Feasibility of Real-time Region of Interest Tracking and Stabilisation Onboard a 2U CubeSat (Spring 2026)

The sixth semester bachelor project is a research-oriented project.

We partnered with AAU Satlab, a student organisation at Aalborg University that has built and launched five CubeSats since 2001, with a sixth, AAUSAT6, currently under development.

AAUSAT6 carries a camera capable of 4K@60FPS, but the radio downlink can only handle 1080p@30FPS. Rather than simply discarding the excess resolution, Satlab proposed using a computer vision to track a region of interest (ROI), such as Aalborg municipality, stabilise it, crop it, and downlink that instead. Our project investigated whether such a (relativly) simple traditional computer vision pipeline could actually run in real time on the satellite's onboard hardware.

Machine learning approaches were ruled out early: the NPU on the board could handle inference, but training a model to detect a specific geographic region is fragile, and retraining is not an option once the satellite is in orbit. Classical computer vision was the only viable path.

What We Built

We started with a naive pipeline, ORB feature detection every frame, matched against a reference image, followed by ED-RANSAC homography stabilisation. Profiling it immediately showed the problem: ORB alone ran at 0.33 FPS.

The optimised pipeline addressed this with two changes:

• Lucas-Kanade optical flow to propagate keypoints between frames, only re-running ORB when tracking fails or at fixed intervals
• Producer-consumer threading to distribute pipeline stages across the available CPU cores concurrently

The stabiliser was also replaced with a lighter 4-DOF EMA affine approach, dropping the full 6-DOF homography. At 550 km altitude, perspective warp is negligible (~0.000004 error), and the satellite's camera parameters are fixed before launch, so the extra degrees of freedom add cost with no practical benefit.

Results

The optimised pipeline achieved a roughly tenfold improvement over the naive baseline, going from 0.33 FPS (ORB every frame + ED-RANSAC) to a peak of 2.93 FPS.

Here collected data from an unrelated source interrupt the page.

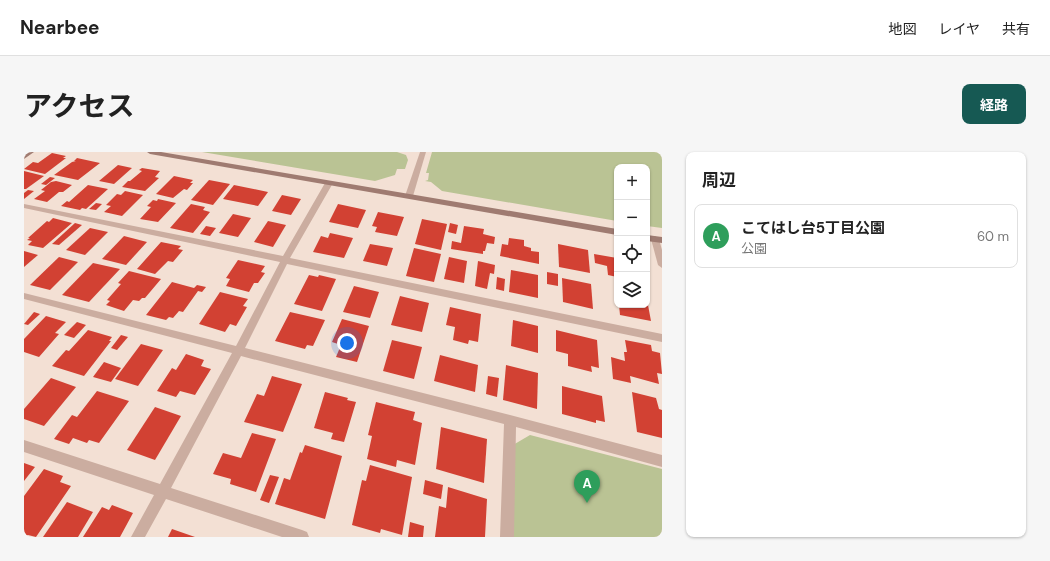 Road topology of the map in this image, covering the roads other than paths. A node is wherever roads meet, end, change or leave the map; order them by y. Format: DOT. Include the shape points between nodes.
graph roads {
  1 [pos="31,152"];
  2 [pos="150,152"];
  3 [pos="423,152"];
  4 [pos="24,157"];
  5 [pos="329,183"];
  6 [pos="409,196"];
  7 [pos="24,206"];
  8 [pos="614,231"];
  9 [pos="655,239"];
  10 [pos="285,260"];
  11 [pos="662,265"];
  12 [pos="24,296"];
  13 [pos="662,338"];
  14 [pos="239,350"];
  15 [pos="510,420"];
  16 [pos="24,446"];
  17 [pos="662,461"];
  18 [pos="162,492"];
  19 [pos="138,537"];
  20 [pos="302,537"];
  21 [pos="507,537"];
  1 -- 4 [label="street"];
  2 -- 5 [label="street"];
  3 -- 6 [label="street"];
  5 -- 6 [label="street"];
  5 -- 10 [label="street"];
  6 -- 8 [label="street"];
  7 -- 10 [label="street"];
  9 -- 11 [label="street"];
  10 -- 13 [label="street"];
  10 -- 14 [label="street"];
  12 -- 14 [label="street"];
  14 -- 15 [label="street"];
  14 -- 18 [label="street"];
  15 -- 17 [label="street"];
  15 -- 21 [label="street"];
  16 -- 18 [label="street"];
  18 -- 19 [label="street"];
  18 -- 20 [label="street"];
}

The 30 FPS target was not met. Optical flow and the affine warp application stage are the remaining bottlenecks, parameter tuning across ORB feature count, window size, and pyramid levels only accounts for about a 33% difference in compute time, nowhere near enough to close the gap. Further work is needed: input downscaling before processing, or NPU-based inference, are the most promising directions.

Technologies and Such

• OpenCV, C++, Python
• Lucas-Kanade optical flow
• ORB feature detection
• 4-DOF EMA affine stabilisation
• Producer-consumer threading model

Abstract (From Project Report)

CubeSat platforms have an inherent tension between the mission requirements and the available computational resources. CubeSats increasingly use onboard video processing pipelines, making the feasibility of running them within the computational budget a central problem. This paper looks into whether a classical computer vision pipeline for ROI tracking and digital video stabilisation can meet the 30 FPS throughput requirements of live video streaming of the AAUSAT6 2U CubeSat, and the tradeoffs between throughput, tracking accuracy and power consumption across pipeline configurations. Using classical computer vision methods, a pipeline using ORB feature detection, Lucas-Kanade optical flow propagation, 4-DOF EMA affine stabilisation, pose estimation, running in a parallel, queued producer-consumer pattern was evaluated on the Debix Model B target platform provided by AAU Satlab. A synthetic dataset simulating a panning camera motion at 550 km altitude was generated using Google Earth Studio. Across configurations varying ORB feature count, optical flow window size, pyramid levels, and stabiliser parameters, per-stage throughput, ROI centre tracking error, and board-level power consumption were measured. The pipeline achieves ROI tracking and stabilisation, but fails to meet the 30 FPS target, peaking at approximately 2.93 FPS. Optical flow and the application of the affine warp are the primary bottlenecks. Single-run measurements and power meter uncertainty limit the precision of the result. Input downscaling or pipeline restructuring are identified as possible directions for future work.